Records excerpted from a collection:

= Beginning of Section =

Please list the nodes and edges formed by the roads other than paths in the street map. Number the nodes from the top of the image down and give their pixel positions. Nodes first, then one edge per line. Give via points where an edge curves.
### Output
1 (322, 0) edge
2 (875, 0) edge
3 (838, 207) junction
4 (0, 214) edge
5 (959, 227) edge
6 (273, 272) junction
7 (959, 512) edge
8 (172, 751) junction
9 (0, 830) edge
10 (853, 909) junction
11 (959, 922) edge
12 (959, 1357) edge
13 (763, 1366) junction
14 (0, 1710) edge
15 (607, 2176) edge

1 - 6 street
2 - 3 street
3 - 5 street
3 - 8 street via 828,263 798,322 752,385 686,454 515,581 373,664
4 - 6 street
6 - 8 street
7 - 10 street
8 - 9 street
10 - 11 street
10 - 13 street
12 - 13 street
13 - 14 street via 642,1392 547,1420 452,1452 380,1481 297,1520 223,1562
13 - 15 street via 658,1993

= End of Section =

_What you will do_: When you retype the entries above, keep every line identical to the source.

_Exercise response_:
Please list the nodes and edges formed by the roads other than paths in the street map. Number the nodes from the top of the image down and give their pixel positions. Nodes first, then one edge per line. Give via points where an edge curves.
### Output
1 (322, 0) edge
2 (875, 0) edge
3 (838, 207) junction
4 (0, 214) edge
5 (959, 227) edge
6 (273, 272) junction
7 (959, 512) edge
8 (172, 751) junction
9 (0, 830) edge
10 (853, 909) junction
11 (959, 922) edge
12 (959, 1357) edge
13 (763, 1366) junction
14 (0, 1710) edge
15 (607, 2176) edge

1 - 6 street
2 - 3 street
3 - 5 street
3 - 8 street via 828,263 798,322 752,385 686,454 515,581 373,664
4 - 6 street
6 - 8 street
7 - 10 street
8 - 9 street
10 - 11 street
10 - 13 street
12 - 13 street
13 - 14 street via 642,1392 547,1420 452,1452 380,1481 297,1520 223,1562
13 - 15 street via 658,1993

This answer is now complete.